The production account and the non-production account share a common SAP transport directory, /usr/sap/trans. The two accounts are connected by VPC peering.
What should the company do to achieve the data encryption at rest for the new SAP workload?
Answer options
- A. Create an asymmetric KMS customer managed key in the production account. Create Amazon Elastic Block Store (Amazon EBS) and Amazon Elastic File System (Amazon EFS) storage for all root and SAP data. Implement encryption that uses the KMS key. Share the EFS file system from the production account with the non-production account. Import the KMS key into the non-production account to allow the production systems to access the SAP transport directory.
- B. Create a symmetric KMS customer managed key in the production account. Create Amazon Elastic Block Store (Amazon EBS) and Amazon Elastic File System (Amazon EFS) storage for all root and SAP data. Implement encryption that uses the KMS key. Share the EFS file system from the production account with the non-production account. Create an IAM role in the non-production account and a key policy for the KMS key in the production account to allow the non-production systems to access the SAP transport directory.
- C. Create a symmetric KMS customer managed key in the production account. Create Amazon Elastic Block Store (Amazon EBS) and Amazon Elastic File System (Amazon EFS) storage for all root and SAP data. Implement encryption that uses the KMS key. Share the EFS file system from the production account with the non-production account. Create an IAM role in the production account and a key policy for the KMS key in the production account to allow the non-production systems to access the SAP transport directory.

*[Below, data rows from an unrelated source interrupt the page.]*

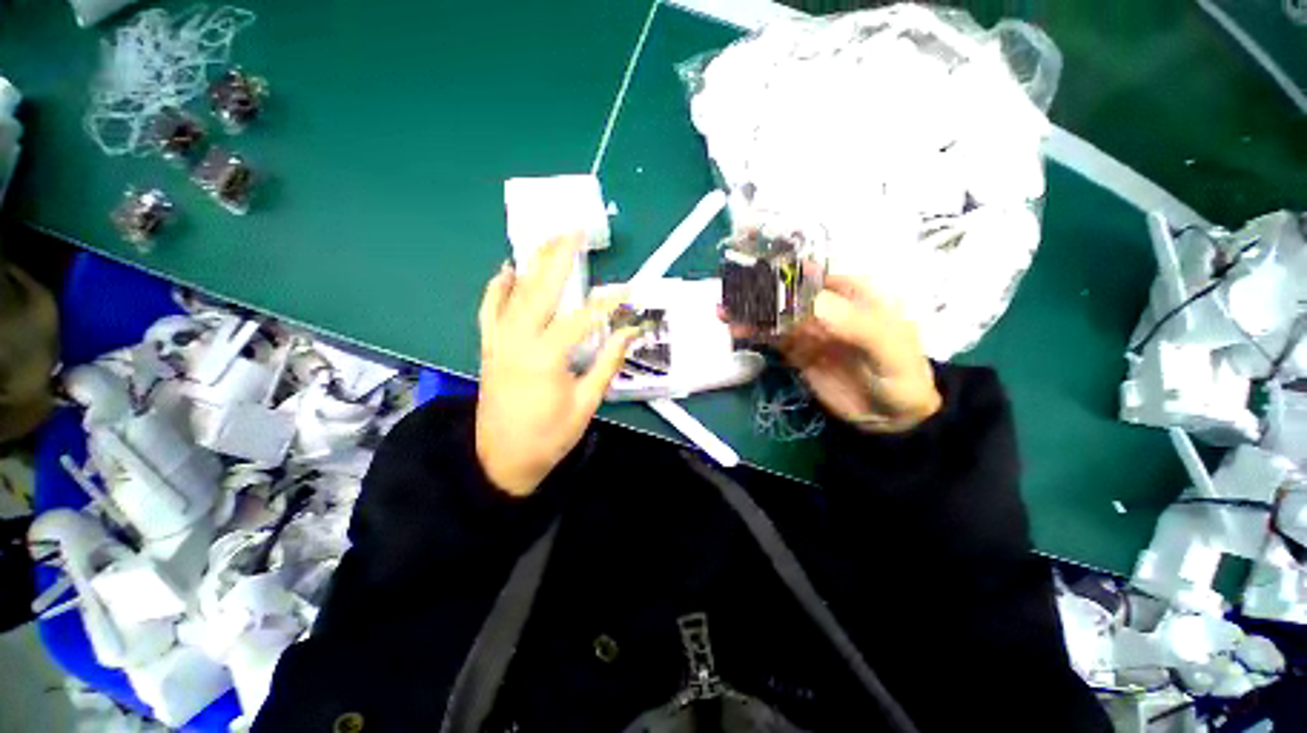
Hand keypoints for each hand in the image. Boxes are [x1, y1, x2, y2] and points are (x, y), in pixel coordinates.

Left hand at [476, 234, 637, 495]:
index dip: (607, 303)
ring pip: (514, 293)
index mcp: (545, 358)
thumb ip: (607, 363)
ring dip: (532, 264)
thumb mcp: (586, 403)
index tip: (627, 290)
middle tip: (574, 232)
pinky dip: (496, 287)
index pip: (581, 319)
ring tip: (547, 240)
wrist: (501, 459)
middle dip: (559, 258)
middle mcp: (517, 341)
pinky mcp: (488, 347)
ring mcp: (498, 341)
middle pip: (540, 290)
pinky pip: (489, 310)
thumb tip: (629, 333)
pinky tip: (506, 270)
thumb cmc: (549, 436)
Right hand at [733, 274, 940, 432]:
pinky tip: (735, 329)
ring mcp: (807, 329)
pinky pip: (770, 337)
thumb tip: (806, 301)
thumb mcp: (886, 345)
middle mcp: (824, 306)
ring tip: (723, 310)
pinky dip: (752, 332)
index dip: (782, 271)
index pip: (811, 275)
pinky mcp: (796, 351)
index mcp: (850, 292)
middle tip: (730, 292)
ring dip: (749, 311)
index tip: (754, 273)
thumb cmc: (901, 373)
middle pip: (785, 293)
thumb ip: (850, 322)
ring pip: (773, 314)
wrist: (892, 417)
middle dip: (757, 290)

- D. Create an asymmetric KMS customer managed key in the production account. Create Amazon Elastic Block Store (Amazon EBS) and Amazon Elastic File System (Amazon EFS) storage for all root and SAP data. Implement encryption that uses the KMS key. Share the EFS file system from the production account with the non-production account. Create an IAM role in the non-production account and a key policy for the KMS key in the production account to allow the non-production systems to access the SAP transport directory.
Correct answer: B
Explanation
Option B is correct because it utilizes a symmetric KMS customer managed key, which is appropriate for encrypting data at rest and allows for easier access management through IAM roles and key policies. Options A and D incorrectly suggest using an asymmetric key, which is not suitable for this scenario. Option C, while using a symmetric key, incorrectly creates an IAM role in the production account, which does not facilitate access from the non-production account.